Andrew Small is an Asia expert at the German Marshall Fund of the United States. His research focuses on U.S.-China relations, Europe-China relations and Chinese policy in South Asia. Author of The China-Pakistan Axis: Asia’s New Geopolitics, he recently spoke with Muhammad Akbar Notezai about China-Pakistan relations.
What mutual interests do you see between China and Pakistan?
The longest-standing mutual interest for China and Pakistan has been the leverage that the two sides gain in their rivalries with India, which has underpinned Sino-Pakistani security cooperation for decades. Many other things have flowed from that, including the trust that China placed in Pakistan to act as a broker for establishing other critical relationships – most famously with the United States, but also with Saudi Arabia and the Taliban. Technological cooperation – particularly on the military and nuclear side – has also been an important area from which both sides benefited. Mutual diplomatic support and intelligence coordination round out the list. The weakest area, however, has been on the trade and commercial side – the basic deal should be that China benefits from Pakistan’s strategic economic geography, including transport links to the Indian Ocean, while Pakistan benefits from Chinese investment. For a whole assortment of reasons that hasn’t quite come off. The new China-Pakistan Economic Corridor is the best shot the two sides have at realizing these ambitions, and if they succeed, the security and political aspects of the relationship would also be considerably reinforced.Enjoying this article? Click here to subscribe for full access. Just $5 a month.
Is China opposing permanent Security Council membership for India for the sake of Pakistan?
There are areas where China is quite explicit about the fact that it is taking action at the UN on Pakistan’s behalf – for instance, in protecting certain Pakistani nationals from sanctions. The UN Security Council calculations are much broader though, taking into account Japan’s bid for membership, and the broader strategic trade-offs that would be involved in any UNSC reform – and for which there are certainly obstacles other than China involved.
To what extent has the ETIM (East Turkestan Islamic Movement) influenced relations between China and Pakistan? And has the Zarb-e-Azb operation carried out by Pakistan’s military affected the capabilities of the ETIM in Xinjiang region?
There have been some strong statements made by Pakistani officials about Zarb-e-Azb, to the effect that the Uighur militant threat has been eliminated from Pakistan. China is still not completely convinced of that, though since North Waziristan was [the militants’] main base of operations, it will certainly have had a serious impact – and may well have displaced most of them into Afghanistan instead. The operation has also assuaged some of Beijing’s concerns about the willingness of the Pakistani army to take serious action against Uighur safe havens, which had increasingly become a bone of contention between the two sides, albeit rarely in public. China still has its concerns but less so than two or three years ago.

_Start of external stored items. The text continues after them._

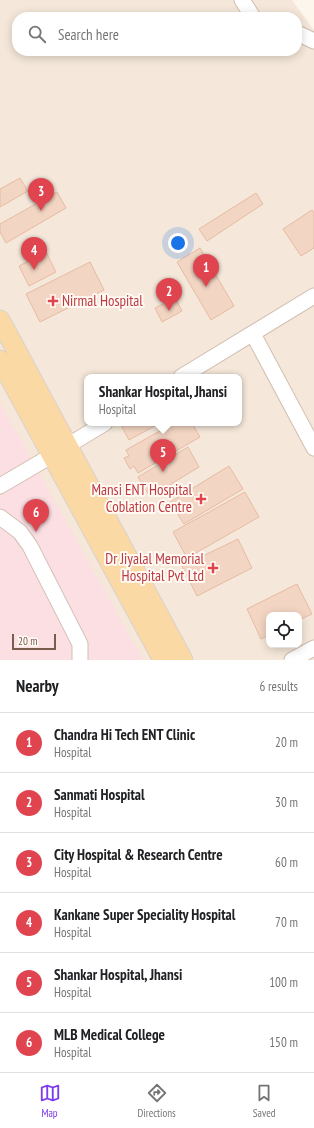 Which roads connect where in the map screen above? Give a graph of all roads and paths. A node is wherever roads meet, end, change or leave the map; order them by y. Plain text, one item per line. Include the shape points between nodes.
1 (242, 0) edge
2 (250, 12) edge
3 (302, 35) edge
4 (314, 41) edge
5 (312, 303) edge
6 (0, 320) edge
7 (253, 334) junction
8 (0, 360) edge
9 (186, 374) edge
10 (100, 426) edge
11 (67, 446) junction
12 (314, 448) edge
13 (51, 456) junction
14 (0, 486) edge
15 (0, 517) edge
16 (314, 648) edge
17 (80, 660) edge
18 (162, 660) edge
19 (183, 660) edge
20 (292, 660) edge

1 - 2 street
3 - 4 street
5 - 7 street
6 - 11 main road
7 - 9 street
7 - 12 street
8 - 13 main road
10 - 11 street
11 - 19 main road
13 - 14 street
13 - 18 main road
15 - 17 street via 20,532 30,546 80,644
16 - 20 street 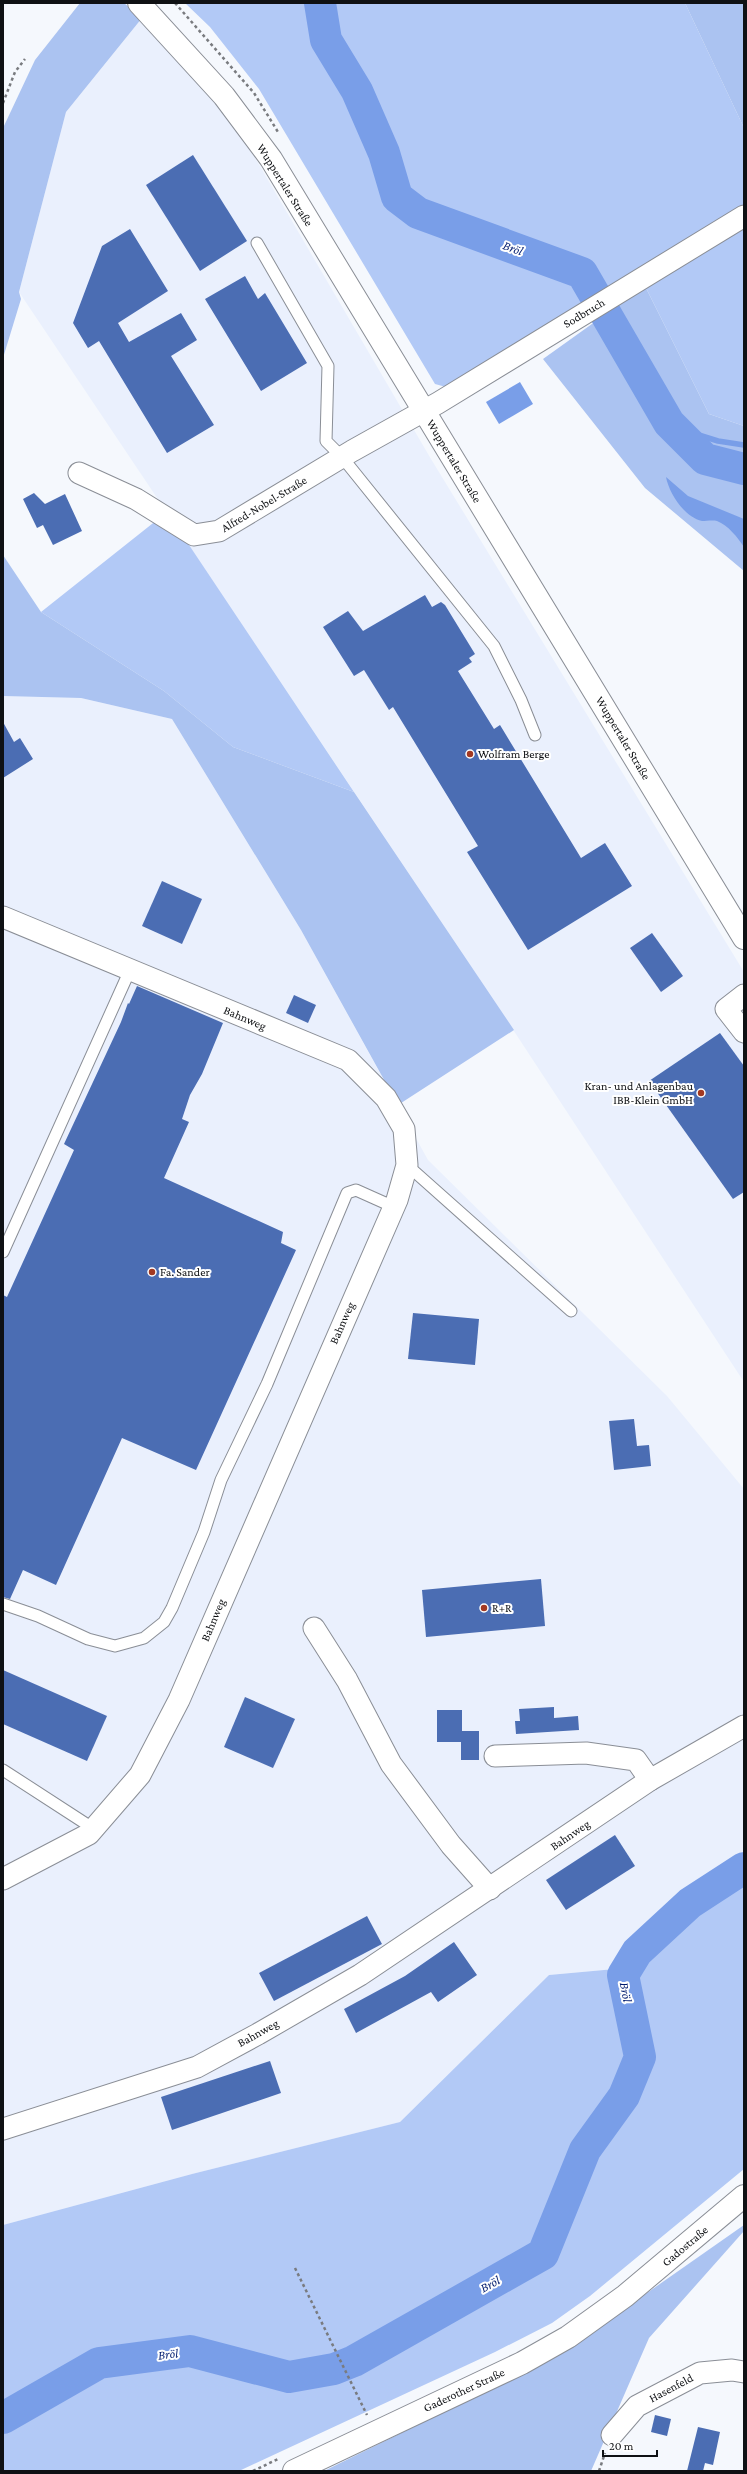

Can China play a critical role in reconciliation in Afghanistan?
Its good relationship with all parties to the conflict, and its special relationship with Pakistan, means that China has been uniquely placed to play an important role in Afghanistan’s political reconciliation process, and the fact that talks even started owed a fair bit to Beijing’s involvement. China certainly exerted pressure on both Pakistan and the Taliban directly to get the process underway, which they duly started in Murree in July. The confirmation of Mullah Omar’s death, and the tensions between Afghanistan and Pakistan over the Taliban’s escalating activities have put this on ice though. There is no doubt that Kabul was hoping for more decisive pressure from China, but Beijing has instead been willing to give Pakistan the space to consolidate the Taliban’s leadership under Mullah Mansour. That won’t last indefinitely though, and they will still expect talks to resume over the course of the coming year.
How do you see security situation in Balochistan affecting the Gwadar Port project?
The range and scale of investments involved in the corridor means that even if some of the projects don’t take off for security-related reasons, there are plenty of others that still can. Nonetheless, Gwadar, and its connections through Balochistan, are certainly the biggest challenge for CPEC. While there are all sorts of energy-related projects, road-upgrades, and so on elsewhere in the country that can succeed even if the problems there aren’t overcome, the biggest connectivity projects are still premised on Gwadar becoming a working commercial port, which is still some way from becoming the case. For China, the security question is not simply about specific projects either. The broader security context in the region matters to Beijing too, as China’s objective is to develop a whole network of economic linkages, which is as much affected by spillover and civil war in Afghanistan as it is by direct threats in Pakistan. China is willing to live with some security problems though – it sees its investments as playing a long-term stabilizing role but understands that in the short-term, that will not be pain-free.